Provided data >>
● ● ● ●

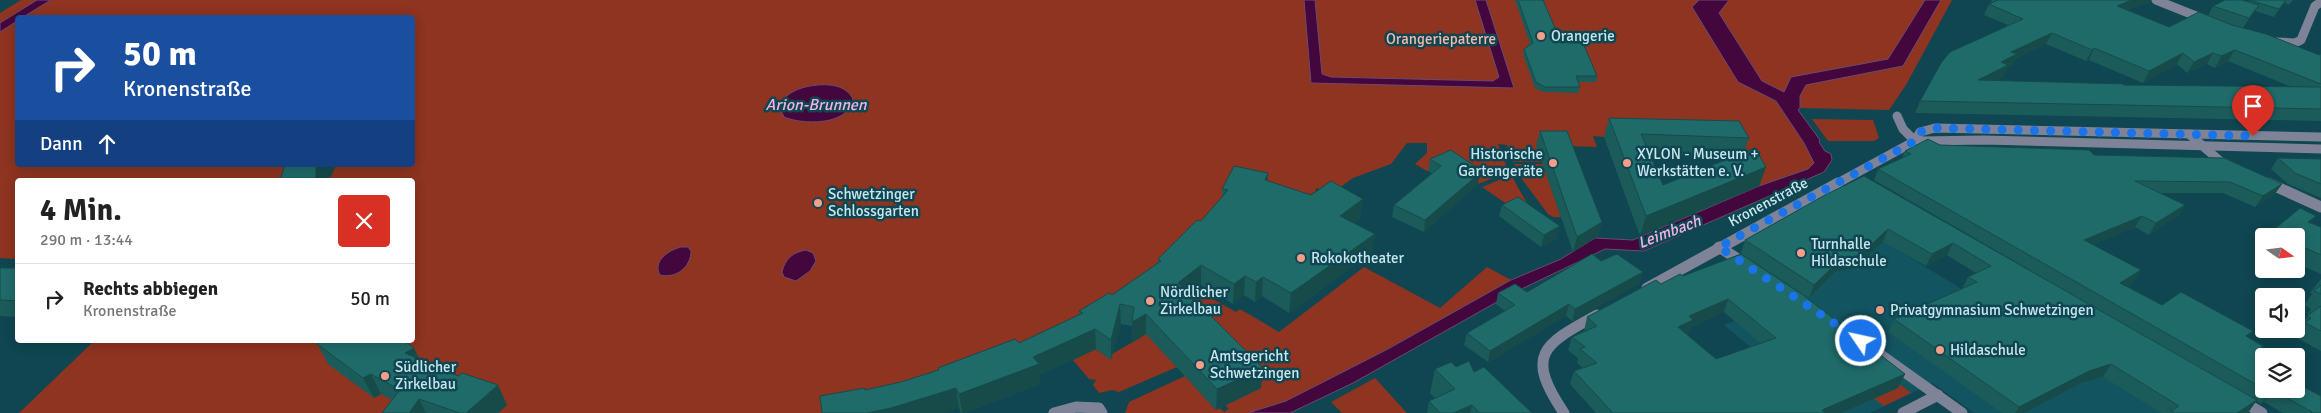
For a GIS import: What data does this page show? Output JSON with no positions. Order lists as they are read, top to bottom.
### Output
{
  "streets": {
    "street": ["Kronenstraße"]
  },
  "water": ["Arion-Brunnen", "Leimbach"],
  "parks": ["Orangeriepaterre"],
  "places": [
    "Orangerie",
    "Historische Gartengeräte",
    "XYLON - Museum + Werkstätten e. V.",
    "Schwetzinger Schlossgarten",
    "Turnhalle Hildaschule",
    "Rokokotheater",
    "Nördlicher Zirkelbau",
    "Privatgymnasium Schwetzingen",
    "Hildaschule",
    "Amtsgericht Schwetzingen",
    "Südlicher Zirkelbau"
  ],
  "north": "right",
  "page": {
    "turn": ["50 m", "Kronenstraße"],
    "then": "Dann",
    "heading": ["4 Min.", "290 m · 13:44"],
    "list": [
      {
        "name": "Rechts abbiegen",
        "note": "Kronenstraße",
        "value": "50 m"
      }
    ]
  }
}
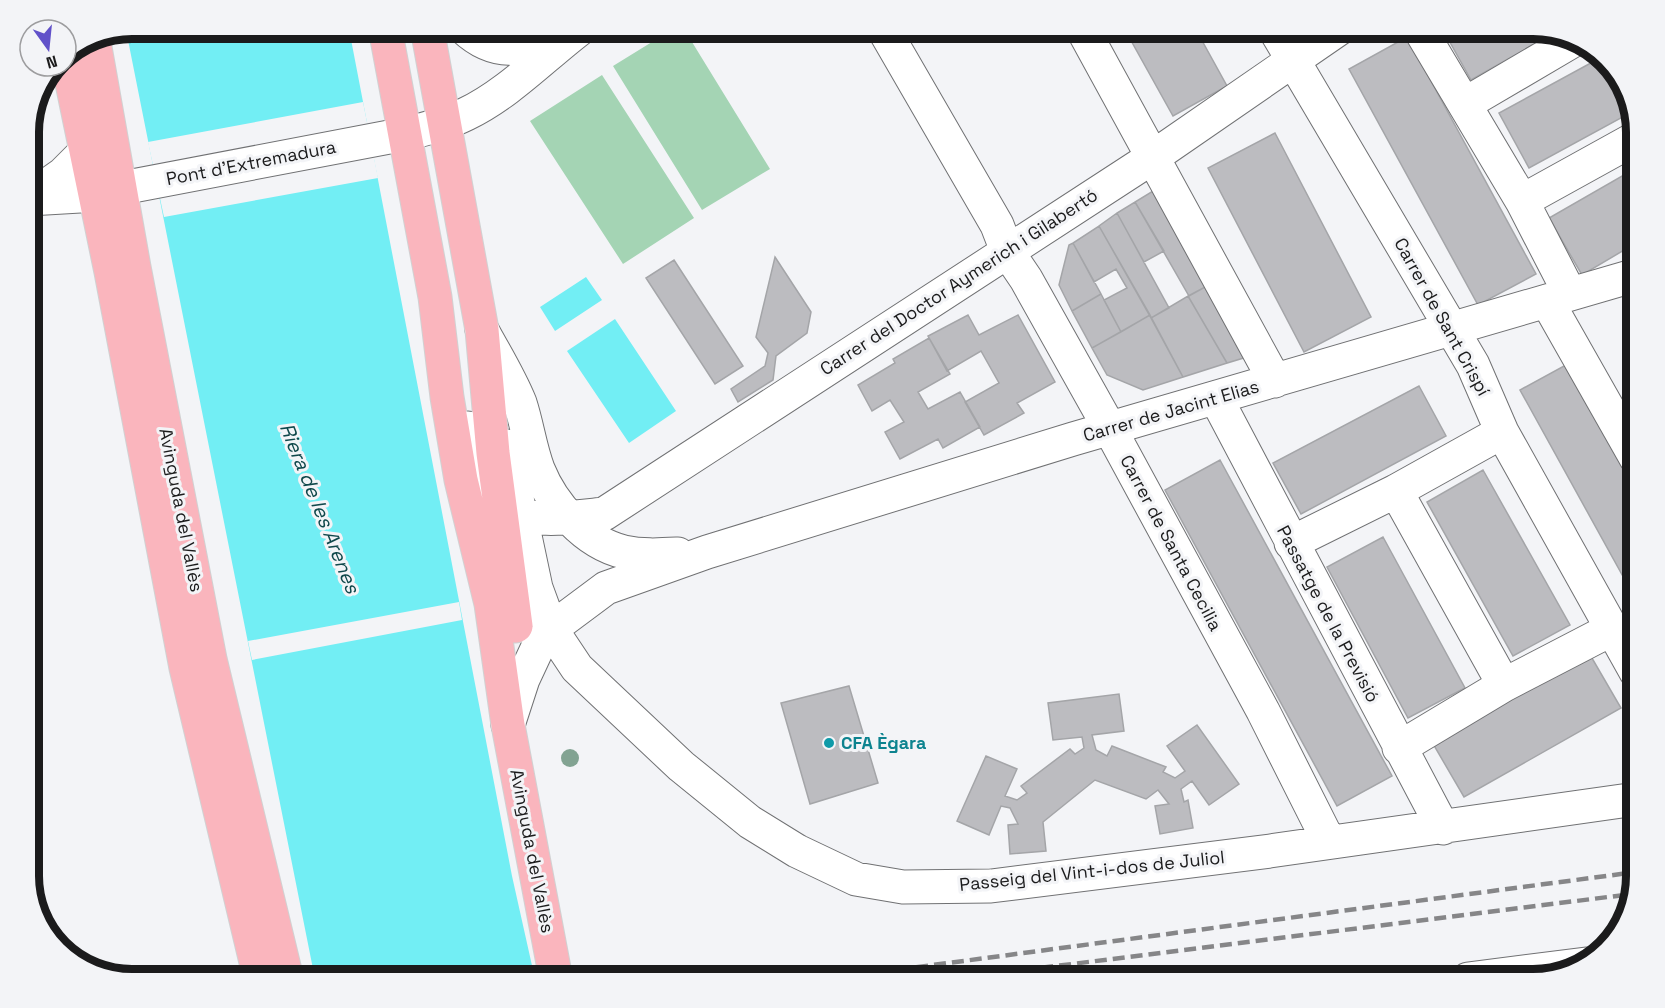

● ● ● ●

Exercise description >>
I'd like every record transcribed exactly, with no pictures carried over.

Response to the exercise >>
For a GIS import: What data does this page show? Output JSON with no positions. Order lists as they are read, top to bottom.
### Output
{
  "streets": {
    "street": ["Kronenstraße"]
  },
  "water": ["Arion-Brunnen", "Leimbach"],
  "parks": ["Orangeriepaterre"],
  "places": [
    "Orangerie",
    "Historische Gartengeräte",
    "XYLON - Museum + Werkstätten e. V.",
    "Schwetzinger Schlossgarten",
    "Turnhalle Hildaschule",
    "Rokokotheater",
    "Nördlicher Zirkelbau",
    "Privatgymnasium Schwetzingen",
    "Hildaschule",
    "Amtsgericht Schwetzingen",
    "Südlicher Zirkelbau"
  ],
  "north": "right",
  "page": {
    "turn": ["50 m", "Kronenstraße"],
    "then": "Dann",
    "heading": ["4 Min.", "290 m · 13:44"],
    "list": [
      {
        "name": "Rechts abbiegen",
        "note": "Kronenstraße",
        "value": "50 m"
      }
    ]
  }
}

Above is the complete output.